** Dataset entries follows **

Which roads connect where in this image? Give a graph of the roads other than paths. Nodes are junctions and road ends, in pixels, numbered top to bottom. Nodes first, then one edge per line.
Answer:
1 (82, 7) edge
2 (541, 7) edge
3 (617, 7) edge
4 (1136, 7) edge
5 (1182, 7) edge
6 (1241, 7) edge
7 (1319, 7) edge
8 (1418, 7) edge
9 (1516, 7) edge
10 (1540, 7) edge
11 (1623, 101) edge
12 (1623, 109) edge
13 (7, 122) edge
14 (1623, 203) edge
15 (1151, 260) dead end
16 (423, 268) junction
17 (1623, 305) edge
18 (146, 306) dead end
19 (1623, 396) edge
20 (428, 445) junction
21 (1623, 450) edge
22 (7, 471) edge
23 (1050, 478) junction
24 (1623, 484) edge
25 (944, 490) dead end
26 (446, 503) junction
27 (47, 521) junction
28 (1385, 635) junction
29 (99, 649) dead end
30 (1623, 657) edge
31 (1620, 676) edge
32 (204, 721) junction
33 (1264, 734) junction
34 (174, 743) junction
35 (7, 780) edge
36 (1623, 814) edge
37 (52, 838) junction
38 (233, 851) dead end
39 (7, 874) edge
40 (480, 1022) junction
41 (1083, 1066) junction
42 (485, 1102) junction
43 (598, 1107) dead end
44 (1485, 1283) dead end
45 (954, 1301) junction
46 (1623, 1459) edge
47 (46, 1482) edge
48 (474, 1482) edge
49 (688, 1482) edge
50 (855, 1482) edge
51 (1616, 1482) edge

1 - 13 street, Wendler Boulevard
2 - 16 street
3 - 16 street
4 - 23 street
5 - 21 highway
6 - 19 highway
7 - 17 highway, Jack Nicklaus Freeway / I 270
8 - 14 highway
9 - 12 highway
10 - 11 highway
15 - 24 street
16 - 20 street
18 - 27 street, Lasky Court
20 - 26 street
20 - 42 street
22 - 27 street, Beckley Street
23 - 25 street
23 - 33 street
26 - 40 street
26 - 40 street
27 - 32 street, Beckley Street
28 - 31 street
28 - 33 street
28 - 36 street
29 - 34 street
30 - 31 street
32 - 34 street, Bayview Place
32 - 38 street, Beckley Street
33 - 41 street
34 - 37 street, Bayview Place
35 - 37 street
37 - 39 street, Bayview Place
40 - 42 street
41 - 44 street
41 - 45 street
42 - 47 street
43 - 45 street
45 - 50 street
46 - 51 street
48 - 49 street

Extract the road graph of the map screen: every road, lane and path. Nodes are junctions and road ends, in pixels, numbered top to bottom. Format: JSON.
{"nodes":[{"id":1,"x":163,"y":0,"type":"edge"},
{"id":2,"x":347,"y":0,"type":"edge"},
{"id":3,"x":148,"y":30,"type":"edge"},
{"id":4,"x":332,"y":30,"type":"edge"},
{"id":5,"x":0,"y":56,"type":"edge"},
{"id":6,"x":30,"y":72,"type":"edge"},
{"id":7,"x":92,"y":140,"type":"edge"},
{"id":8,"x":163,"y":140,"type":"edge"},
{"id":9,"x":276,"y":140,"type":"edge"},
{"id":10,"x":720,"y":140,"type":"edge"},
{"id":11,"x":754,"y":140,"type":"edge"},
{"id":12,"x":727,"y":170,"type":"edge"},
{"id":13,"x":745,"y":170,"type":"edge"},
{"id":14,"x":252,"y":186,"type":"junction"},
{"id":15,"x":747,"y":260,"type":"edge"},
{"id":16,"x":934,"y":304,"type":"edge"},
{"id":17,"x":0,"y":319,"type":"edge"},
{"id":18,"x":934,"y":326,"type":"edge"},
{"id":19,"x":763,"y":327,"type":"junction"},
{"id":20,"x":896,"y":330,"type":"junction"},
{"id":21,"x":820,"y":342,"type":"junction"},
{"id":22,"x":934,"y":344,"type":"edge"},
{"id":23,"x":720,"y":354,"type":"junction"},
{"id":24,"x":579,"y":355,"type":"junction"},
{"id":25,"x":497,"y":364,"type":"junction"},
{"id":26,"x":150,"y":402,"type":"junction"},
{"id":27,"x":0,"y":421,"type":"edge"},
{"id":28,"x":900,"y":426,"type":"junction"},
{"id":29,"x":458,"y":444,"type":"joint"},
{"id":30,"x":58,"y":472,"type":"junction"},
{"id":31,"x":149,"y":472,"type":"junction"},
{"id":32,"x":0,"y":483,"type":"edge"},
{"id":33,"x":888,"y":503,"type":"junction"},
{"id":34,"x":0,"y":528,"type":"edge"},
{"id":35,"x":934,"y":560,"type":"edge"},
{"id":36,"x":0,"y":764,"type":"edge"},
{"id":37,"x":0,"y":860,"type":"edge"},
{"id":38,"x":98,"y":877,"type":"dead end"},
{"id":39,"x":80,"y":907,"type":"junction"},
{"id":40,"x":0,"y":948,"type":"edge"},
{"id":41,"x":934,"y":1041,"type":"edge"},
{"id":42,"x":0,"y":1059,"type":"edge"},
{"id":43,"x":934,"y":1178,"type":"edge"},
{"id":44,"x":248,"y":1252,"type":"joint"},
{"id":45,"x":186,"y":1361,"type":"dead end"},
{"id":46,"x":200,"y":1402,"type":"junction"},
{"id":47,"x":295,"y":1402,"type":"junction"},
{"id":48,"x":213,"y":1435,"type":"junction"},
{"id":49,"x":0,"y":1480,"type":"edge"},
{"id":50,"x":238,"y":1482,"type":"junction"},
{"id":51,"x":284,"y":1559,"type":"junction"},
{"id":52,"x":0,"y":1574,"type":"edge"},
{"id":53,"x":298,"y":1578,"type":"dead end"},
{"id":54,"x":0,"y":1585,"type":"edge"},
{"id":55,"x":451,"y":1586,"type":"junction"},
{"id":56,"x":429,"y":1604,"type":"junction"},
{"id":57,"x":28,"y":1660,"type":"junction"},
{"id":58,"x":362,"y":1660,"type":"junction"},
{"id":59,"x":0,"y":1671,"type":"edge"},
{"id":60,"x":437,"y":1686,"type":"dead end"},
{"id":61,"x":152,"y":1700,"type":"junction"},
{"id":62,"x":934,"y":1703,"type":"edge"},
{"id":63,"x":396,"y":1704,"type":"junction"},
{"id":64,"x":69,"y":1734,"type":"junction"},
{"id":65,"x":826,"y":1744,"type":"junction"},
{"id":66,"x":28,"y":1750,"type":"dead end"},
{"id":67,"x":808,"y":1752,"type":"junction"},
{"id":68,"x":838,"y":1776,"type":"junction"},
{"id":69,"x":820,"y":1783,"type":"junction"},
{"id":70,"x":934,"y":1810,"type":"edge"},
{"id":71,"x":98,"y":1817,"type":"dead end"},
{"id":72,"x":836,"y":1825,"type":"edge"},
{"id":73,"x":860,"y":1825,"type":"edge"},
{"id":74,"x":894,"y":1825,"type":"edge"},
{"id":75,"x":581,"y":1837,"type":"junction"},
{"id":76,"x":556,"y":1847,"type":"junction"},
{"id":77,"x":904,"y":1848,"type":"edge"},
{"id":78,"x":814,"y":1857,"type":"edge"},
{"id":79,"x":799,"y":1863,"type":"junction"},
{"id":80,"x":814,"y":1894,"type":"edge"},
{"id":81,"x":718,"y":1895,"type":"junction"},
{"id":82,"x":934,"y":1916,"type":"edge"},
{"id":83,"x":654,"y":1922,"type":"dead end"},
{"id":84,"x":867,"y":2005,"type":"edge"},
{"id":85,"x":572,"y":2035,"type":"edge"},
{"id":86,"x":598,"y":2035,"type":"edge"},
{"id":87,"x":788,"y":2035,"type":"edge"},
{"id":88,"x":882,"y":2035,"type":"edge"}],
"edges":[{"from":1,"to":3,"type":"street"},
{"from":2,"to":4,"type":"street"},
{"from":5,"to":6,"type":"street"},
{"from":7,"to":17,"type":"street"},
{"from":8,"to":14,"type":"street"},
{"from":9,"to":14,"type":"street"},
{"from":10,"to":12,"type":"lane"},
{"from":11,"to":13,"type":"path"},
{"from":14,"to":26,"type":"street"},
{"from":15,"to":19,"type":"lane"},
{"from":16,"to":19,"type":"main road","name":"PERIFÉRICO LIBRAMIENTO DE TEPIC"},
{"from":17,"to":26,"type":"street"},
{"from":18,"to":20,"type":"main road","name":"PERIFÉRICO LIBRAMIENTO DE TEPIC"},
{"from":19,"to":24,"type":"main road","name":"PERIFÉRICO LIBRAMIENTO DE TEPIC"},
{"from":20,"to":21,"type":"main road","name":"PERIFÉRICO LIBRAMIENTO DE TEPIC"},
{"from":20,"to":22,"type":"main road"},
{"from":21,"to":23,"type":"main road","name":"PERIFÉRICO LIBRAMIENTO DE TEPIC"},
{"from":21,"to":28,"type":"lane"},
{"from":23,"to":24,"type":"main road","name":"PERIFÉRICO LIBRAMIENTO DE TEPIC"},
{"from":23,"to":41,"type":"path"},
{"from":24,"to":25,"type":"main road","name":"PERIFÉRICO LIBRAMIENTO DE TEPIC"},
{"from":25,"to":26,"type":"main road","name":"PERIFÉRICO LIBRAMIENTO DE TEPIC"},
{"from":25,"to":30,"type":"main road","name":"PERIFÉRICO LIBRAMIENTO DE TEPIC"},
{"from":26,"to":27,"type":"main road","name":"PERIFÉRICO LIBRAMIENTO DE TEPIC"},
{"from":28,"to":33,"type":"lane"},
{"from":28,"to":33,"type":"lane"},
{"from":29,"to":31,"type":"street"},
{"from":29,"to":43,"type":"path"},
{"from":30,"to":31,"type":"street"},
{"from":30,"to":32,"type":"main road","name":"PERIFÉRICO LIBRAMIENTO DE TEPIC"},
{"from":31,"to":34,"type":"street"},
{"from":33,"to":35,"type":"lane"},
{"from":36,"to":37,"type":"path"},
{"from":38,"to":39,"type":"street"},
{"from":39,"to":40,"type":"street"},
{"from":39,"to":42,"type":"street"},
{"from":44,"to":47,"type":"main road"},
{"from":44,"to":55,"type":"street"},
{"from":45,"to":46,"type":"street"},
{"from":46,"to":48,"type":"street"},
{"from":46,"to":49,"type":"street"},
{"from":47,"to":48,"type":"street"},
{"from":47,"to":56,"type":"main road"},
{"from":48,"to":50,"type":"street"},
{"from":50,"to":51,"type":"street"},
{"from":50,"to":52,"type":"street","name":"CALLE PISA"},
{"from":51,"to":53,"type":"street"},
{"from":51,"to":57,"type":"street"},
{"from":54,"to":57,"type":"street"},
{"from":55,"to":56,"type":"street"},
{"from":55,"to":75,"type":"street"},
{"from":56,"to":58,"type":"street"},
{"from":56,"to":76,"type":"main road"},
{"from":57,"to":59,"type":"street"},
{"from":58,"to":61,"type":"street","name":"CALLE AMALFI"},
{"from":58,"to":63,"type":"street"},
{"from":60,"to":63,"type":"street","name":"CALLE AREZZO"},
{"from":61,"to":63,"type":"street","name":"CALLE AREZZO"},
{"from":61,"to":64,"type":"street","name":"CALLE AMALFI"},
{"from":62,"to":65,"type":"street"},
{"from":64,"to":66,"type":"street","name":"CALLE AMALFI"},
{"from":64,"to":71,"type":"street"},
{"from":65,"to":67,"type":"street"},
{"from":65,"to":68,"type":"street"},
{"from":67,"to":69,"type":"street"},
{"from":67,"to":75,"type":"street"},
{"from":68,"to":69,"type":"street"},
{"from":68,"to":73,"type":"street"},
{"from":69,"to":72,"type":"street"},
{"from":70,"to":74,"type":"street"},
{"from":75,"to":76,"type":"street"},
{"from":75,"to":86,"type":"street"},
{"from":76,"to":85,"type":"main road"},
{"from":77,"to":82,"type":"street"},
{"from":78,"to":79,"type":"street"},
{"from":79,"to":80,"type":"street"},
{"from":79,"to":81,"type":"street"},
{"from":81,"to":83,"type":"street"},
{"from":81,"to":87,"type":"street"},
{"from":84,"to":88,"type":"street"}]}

** End of Dataset entries **

• _Your goal_
From the listing above, return each line with the word "AREZZO".

• _Result_
{"from":60,"to":63,"type":"street","name":"CALLE AREZZO"},
{"from":61,"to":63,"type":"street","name":"CALLE AREZZO"},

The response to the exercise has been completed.